| Task requirements |
Line by line, copy all of the data exactly.

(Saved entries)
------------
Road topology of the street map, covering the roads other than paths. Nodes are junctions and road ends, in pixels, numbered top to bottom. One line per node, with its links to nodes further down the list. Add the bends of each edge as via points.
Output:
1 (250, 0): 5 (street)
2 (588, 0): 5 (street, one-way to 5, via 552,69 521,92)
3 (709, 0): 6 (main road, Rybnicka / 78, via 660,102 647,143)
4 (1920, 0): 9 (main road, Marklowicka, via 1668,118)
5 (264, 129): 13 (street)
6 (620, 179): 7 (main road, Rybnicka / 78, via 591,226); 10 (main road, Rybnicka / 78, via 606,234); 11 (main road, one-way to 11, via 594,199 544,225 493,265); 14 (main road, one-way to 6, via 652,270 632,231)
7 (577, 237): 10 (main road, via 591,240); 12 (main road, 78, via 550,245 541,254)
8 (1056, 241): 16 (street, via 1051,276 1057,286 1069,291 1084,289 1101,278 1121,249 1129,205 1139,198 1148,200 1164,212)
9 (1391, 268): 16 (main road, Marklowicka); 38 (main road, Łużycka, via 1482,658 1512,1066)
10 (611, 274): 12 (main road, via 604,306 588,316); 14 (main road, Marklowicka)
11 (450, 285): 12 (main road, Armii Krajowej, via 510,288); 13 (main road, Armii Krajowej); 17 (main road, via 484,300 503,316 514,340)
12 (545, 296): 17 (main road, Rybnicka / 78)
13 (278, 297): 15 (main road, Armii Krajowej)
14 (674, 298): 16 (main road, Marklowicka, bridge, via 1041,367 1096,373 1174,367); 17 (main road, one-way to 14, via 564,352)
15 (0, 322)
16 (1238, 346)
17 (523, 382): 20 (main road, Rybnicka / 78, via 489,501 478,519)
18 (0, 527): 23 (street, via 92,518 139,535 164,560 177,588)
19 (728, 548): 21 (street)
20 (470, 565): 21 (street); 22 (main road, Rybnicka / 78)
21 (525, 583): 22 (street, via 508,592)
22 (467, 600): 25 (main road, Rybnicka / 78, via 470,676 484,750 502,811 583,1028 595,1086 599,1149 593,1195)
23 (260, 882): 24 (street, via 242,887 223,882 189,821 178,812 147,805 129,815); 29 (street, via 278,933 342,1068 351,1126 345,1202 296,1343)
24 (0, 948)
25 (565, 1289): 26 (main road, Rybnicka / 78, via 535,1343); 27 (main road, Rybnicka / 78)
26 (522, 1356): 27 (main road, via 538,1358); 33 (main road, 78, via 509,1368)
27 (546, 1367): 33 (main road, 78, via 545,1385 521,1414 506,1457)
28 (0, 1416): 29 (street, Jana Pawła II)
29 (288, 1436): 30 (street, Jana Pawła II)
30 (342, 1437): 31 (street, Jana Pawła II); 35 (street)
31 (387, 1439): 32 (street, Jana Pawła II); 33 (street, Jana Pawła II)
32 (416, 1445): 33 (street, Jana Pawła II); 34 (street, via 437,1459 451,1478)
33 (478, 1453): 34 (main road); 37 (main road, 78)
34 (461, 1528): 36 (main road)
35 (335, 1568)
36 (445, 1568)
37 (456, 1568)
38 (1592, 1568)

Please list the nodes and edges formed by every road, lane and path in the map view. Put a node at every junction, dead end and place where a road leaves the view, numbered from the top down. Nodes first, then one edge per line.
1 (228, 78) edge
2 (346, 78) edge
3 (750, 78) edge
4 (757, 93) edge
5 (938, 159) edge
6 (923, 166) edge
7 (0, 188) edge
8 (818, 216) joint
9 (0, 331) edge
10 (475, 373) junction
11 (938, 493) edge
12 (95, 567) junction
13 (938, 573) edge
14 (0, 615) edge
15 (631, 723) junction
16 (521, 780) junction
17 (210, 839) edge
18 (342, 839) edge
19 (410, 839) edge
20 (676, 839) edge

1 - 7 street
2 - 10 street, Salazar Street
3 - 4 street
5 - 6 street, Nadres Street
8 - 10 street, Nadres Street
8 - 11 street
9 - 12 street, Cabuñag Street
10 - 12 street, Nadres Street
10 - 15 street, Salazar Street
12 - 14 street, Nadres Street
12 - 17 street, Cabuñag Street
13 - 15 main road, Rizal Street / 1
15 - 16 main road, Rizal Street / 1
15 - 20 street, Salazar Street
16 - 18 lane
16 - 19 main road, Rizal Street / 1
------------
| Answer section |
Road topology of the street map, covering the roads other than paths. Nodes are junctions and road ends, in pixels, numbered top to bottom. One line per node, with its links to nodes further down the list. Add the bends of each edge as via points.
Output:
1 (250, 0): 5 (street)
2 (588, 0): 5 (street, one-way to 5, via 552,69 521,92)
3 (709, 0): 6 (main road, Rybnicka / 78, via 660,102 647,143)
4 (1920, 0): 9 (main road, Marklowicka, via 1668,118)
5 (264, 129): 13 (street)
6 (620, 179): 7 (main road, Rybnicka / 78, via 591,226); 10 (main road, Rybnicka / 78, via 606,234); 11 (main road, one-way to 11, via 594,199 544,225 493,265); 14 (main road, one-way to 6, via 652,270 632,231)
7 (577, 237): 10 (main road, via 591,240); 12 (main road, 78, via 550,245 541,254)
8 (1056, 241): 16 (street, via 1051,276 1057,286 1069,291 1084,289 1101,278 1121,249 1129,205 1139,198 1148,200 1164,212)
9 (1391, 268): 16 (main road, Marklowicka); 38 (main road, Łużycka, via 1482,658 1512,1066)
10 (611, 274): 12 (main road, via 604,306 588,316); 14 (main road, Marklowicka)
11 (450, 285): 12 (main road, Armii Krajowej, via 510,288); 13 (main road, Armii Krajowej); 17 (main road, via 484,300 503,316 514,340)
12 (545, 296): 17 (main road, Rybnicka / 78)
13 (278, 297): 15 (main road, Armii Krajowej)
14 (674, 298): 16 (main road, Marklowicka, bridge, via 1041,367 1096,373 1174,367); 17 (main road, one-way to 14, via 564,352)
15 (0, 322)
16 (1238, 346)
17 (523, 382): 20 (main road, Rybnicka / 78, via 489,501 478,519)
18 (0, 527): 23 (street, via 92,518 139,535 164,560 177,588)
19 (728, 548): 21 (street)
20 (470, 565): 21 (street); 22 (main road, Rybnicka / 78)
21 (525, 583): 22 (street, via 508,592)
22 (467, 600): 25 (main road, Rybnicka / 78, via 470,676 484,750 502,811 583,1028 595,1086 599,1149 593,1195)
23 (260, 882): 24 (street, via 242,887 223,882 189,821 178,812 147,805 129,815); 29 (street, via 278,933 342,1068 351,1126 345,1202 296,1343)
24 (0, 948)
25 (565, 1289): 26 (main road, Rybnicka / 78, via 535,1343); 27 (main road, Rybnicka / 78)
26 (522, 1356): 27 (main road, via 538,1358); 33 (main road, 78, via 509,1368)
27 (546, 1367): 33 (main road, 78, via 545,1385 521,1414 506,1457)
28 (0, 1416): 29 (street, Jana Pawła II)
29 (288, 1436): 30 (street, Jana Pawła II)
30 (342, 1437): 31 (street, Jana Pawła II); 35 (street)
31 (387, 1439): 32 (street, Jana Pawła II); 33 (street, Jana Pawła II)
32 (416, 1445): 33 (street, Jana Pawła II); 34 (street, via 437,1459 451,1478)
33 (478, 1453): 34 (main road); 37 (main road, 78)
34 (461, 1528): 36 (main road)
35 (335, 1568)
36 (445, 1568)
37 (456, 1568)
38 (1592, 1568)

Please list the nodes and edges formed by every road, lane and path in the map view. Put a node at every junction, dead end and place where a road leaves the view, numbered from the top down. Nodes first, then one edge per line.
1 (228, 78) edge
2 (346, 78) edge
3 (750, 78) edge
4 (757, 93) edge
5 (938, 159) edge
6 (923, 166) edge
7 (0, 188) edge
8 (818, 216) joint
9 (0, 331) edge
10 (475, 373) junction
11 (938, 493) edge
12 (95, 567) junction
13 (938, 573) edge
14 (0, 615) edge
15 (631, 723) junction
16 (521, 780) junction
17 (210, 839) edge
18 (342, 839) edge
19 (410, 839) edge
20 (676, 839) edge

1 - 7 street
2 - 10 street, Salazar Street
3 - 4 street
5 - 6 street, Nadres Street
8 - 10 street, Nadres Street
8 - 11 street
9 - 12 street, Cabuñag Street
10 - 12 street, Nadres Street
10 - 15 street, Salazar Street
12 - 14 street, Nadres Street
12 - 17 street, Cabuñag Street
13 - 15 main road, Rizal Street / 1
15 - 16 main road, Rizal Street / 1
15 - 20 street, Salazar Street
16 - 18 lane
16 - 19 main road, Rizal Street / 1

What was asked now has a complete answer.